## Stored items
┄┄┄┄┄┄┄┄┄┄┄┄┄┄┄┄┄┄┄┄
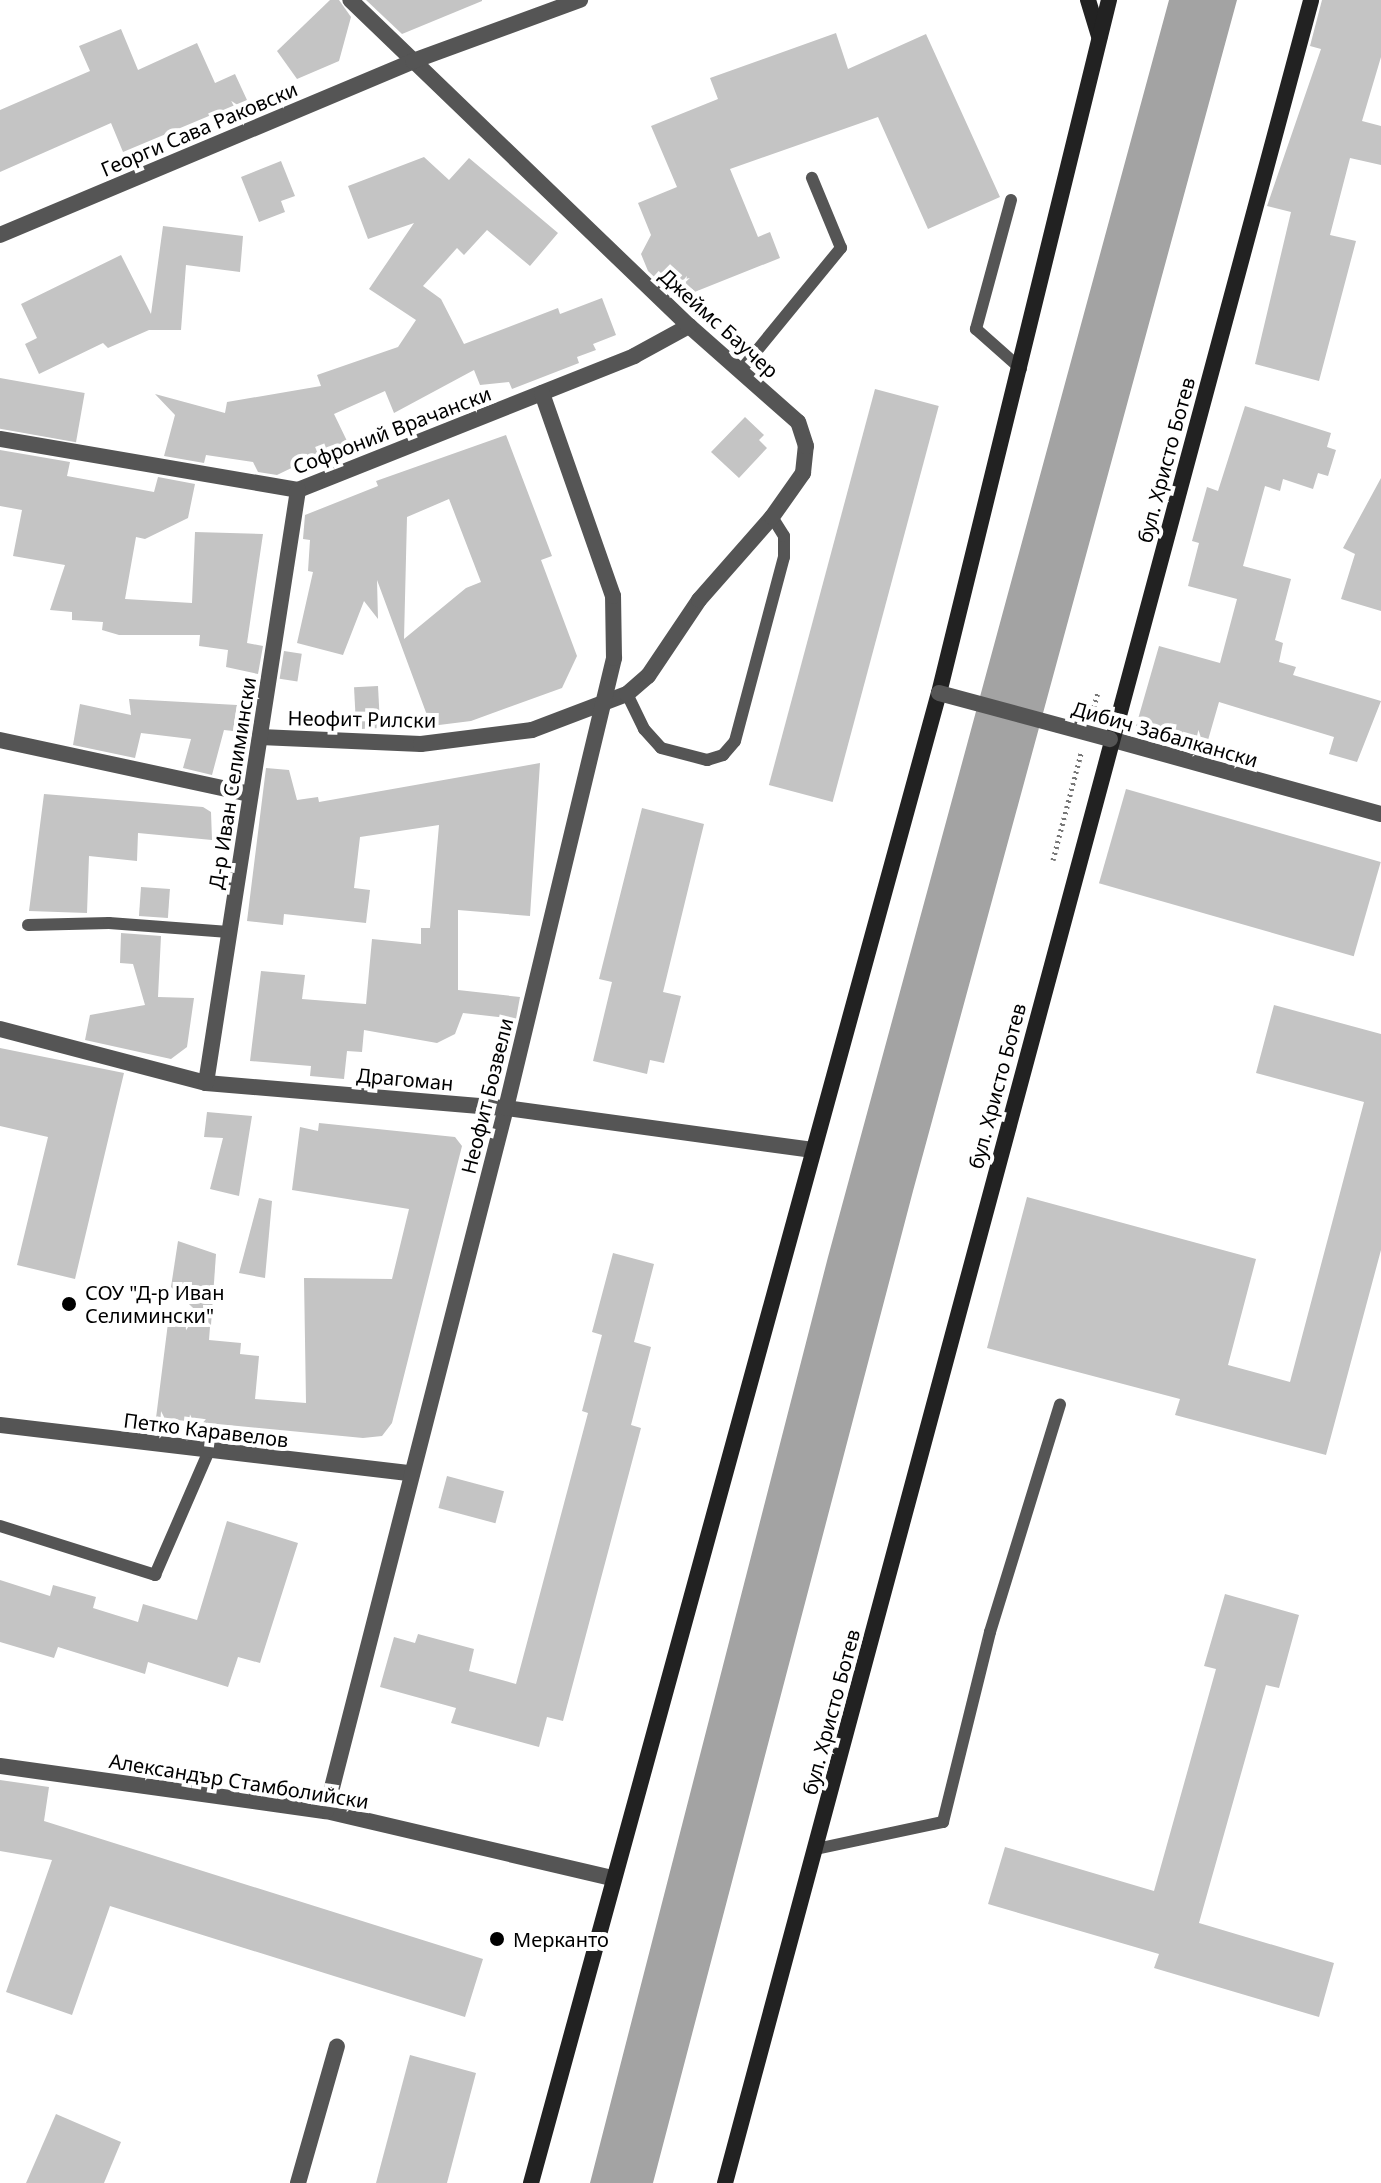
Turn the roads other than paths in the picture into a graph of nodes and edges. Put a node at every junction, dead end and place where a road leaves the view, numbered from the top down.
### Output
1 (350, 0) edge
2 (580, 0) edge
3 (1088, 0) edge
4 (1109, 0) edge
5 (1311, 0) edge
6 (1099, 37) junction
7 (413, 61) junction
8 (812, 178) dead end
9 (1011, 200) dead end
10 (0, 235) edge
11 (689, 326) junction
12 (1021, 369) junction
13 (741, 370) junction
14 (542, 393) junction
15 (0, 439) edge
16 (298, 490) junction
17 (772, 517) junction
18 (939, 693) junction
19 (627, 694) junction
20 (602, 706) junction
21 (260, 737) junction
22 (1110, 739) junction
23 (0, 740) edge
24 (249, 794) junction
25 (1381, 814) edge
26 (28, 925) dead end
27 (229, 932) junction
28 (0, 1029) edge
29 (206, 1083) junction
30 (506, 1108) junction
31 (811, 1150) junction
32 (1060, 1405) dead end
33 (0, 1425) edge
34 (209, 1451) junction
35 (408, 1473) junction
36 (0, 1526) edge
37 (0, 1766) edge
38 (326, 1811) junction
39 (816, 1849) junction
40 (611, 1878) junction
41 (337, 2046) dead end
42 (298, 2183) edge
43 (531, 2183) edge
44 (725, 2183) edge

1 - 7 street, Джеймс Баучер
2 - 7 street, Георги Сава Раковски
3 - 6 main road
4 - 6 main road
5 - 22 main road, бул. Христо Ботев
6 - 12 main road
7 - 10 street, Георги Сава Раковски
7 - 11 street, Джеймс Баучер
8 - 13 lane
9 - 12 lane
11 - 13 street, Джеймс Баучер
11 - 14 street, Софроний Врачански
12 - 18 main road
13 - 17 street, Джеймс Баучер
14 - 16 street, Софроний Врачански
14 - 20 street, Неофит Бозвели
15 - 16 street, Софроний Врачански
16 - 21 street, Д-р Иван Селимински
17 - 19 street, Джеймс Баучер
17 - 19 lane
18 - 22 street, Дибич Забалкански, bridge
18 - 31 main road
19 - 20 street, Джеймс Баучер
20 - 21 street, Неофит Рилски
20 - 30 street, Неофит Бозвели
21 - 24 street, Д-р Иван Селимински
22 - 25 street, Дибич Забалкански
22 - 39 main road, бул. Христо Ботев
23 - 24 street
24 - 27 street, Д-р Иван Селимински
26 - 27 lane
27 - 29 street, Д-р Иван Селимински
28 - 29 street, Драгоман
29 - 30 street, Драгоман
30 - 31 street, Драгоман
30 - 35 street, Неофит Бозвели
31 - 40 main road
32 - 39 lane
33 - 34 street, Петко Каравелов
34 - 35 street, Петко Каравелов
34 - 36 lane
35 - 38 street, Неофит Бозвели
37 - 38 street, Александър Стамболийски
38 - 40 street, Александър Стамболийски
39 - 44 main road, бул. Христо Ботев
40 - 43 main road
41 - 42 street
┄┄┄┄┄┄┄┄┄┄┄┄┄┄┄┄┄┄┄┄
## TASK ITEM
Please make an exact copy of the records, leaving out any picture.

## ANSWER FOR THIS EXERCISE
Turn the roads other than paths in the picture into a graph of nodes and edges. Put a node at every junction, dead end and place where a road leaves the view, numbered from the top down.
### Output
1 (350, 0) edge
2 (580, 0) edge
3 (1088, 0) edge
4 (1109, 0) edge
5 (1311, 0) edge
6 (1099, 37) junction
7 (413, 61) junction
8 (812, 178) dead end
9 (1011, 200) dead end
10 (0, 235) edge
11 (689, 326) junction
12 (1021, 369) junction
13 (741, 370) junction
14 (542, 393) junction
15 (0, 439) edge
16 (298, 490) junction
17 (772, 517) junction
18 (939, 693) junction
19 (627, 694) junction
20 (602, 706) junction
21 (260, 737) junction
22 (1110, 739) junction
23 (0, 740) edge
24 (249, 794) junction
25 (1381, 814) edge
26 (28, 925) dead end
27 (229, 932) junction
28 (0, 1029) edge
29 (206, 1083) junction
30 (506, 1108) junction
31 (811, 1150) junction
32 (1060, 1405) dead end
33 (0, 1425) edge
34 (209, 1451) junction
35 (408, 1473) junction
36 (0, 1526) edge
37 (0, 1766) edge
38 (326, 1811) junction
39 (816, 1849) junction
40 (611, 1878) junction
41 (337, 2046) dead end
42 (298, 2183) edge
43 (531, 2183) edge
44 (725, 2183) edge

1 - 7 street, Джеймс Баучер
2 - 7 street, Георги Сава Раковски
3 - 6 main road
4 - 6 main road
5 - 22 main road, бул. Христо Ботев
6 - 12 main road
7 - 10 street, Георги Сава Раковски
7 - 11 street, Джеймс Баучер
8 - 13 lane
9 - 12 lane
11 - 13 street, Джеймс Баучер
11 - 14 street, Софроний Врачански
12 - 18 main road
13 - 17 street, Джеймс Баучер
14 - 16 street, Софроний Врачански
14 - 20 street, Неофит Бозвели
15 - 16 street, Софроний Врачански
16 - 21 street, Д-р Иван Селимински
17 - 19 street, Джеймс Баучер
17 - 19 lane
18 - 22 street, Дибич Забалкански, bridge
18 - 31 main road
19 - 20 street, Джеймс Баучер
20 - 21 street, Неофит Рилски
20 - 30 street, Неофит Бозвели
21 - 24 street, Д-р Иван Селимински
22 - 25 street, Дибич Забалкански
22 - 39 main road, бул. Христо Ботев
23 - 24 street
24 - 27 street, Д-р Иван Селимински
26 - 27 lane
27 - 29 street, Д-р Иван Селимински
28 - 29 street, Драгоман
29 - 30 street, Драгоман
30 - 31 street, Драгоман
30 - 35 street, Неофит Бозвели
31 - 40 main road
32 - 39 lane
33 - 34 street, Петко Каравелов
34 - 35 street, Петко Каравелов
34 - 36 lane
35 - 38 street, Неофит Бозвели
37 - 38 street, Александър Стамболийски
38 - 40 street, Александър Стамболийски
39 - 44 main road, бул. Христо Ботев
40 - 43 main road
41 - 42 street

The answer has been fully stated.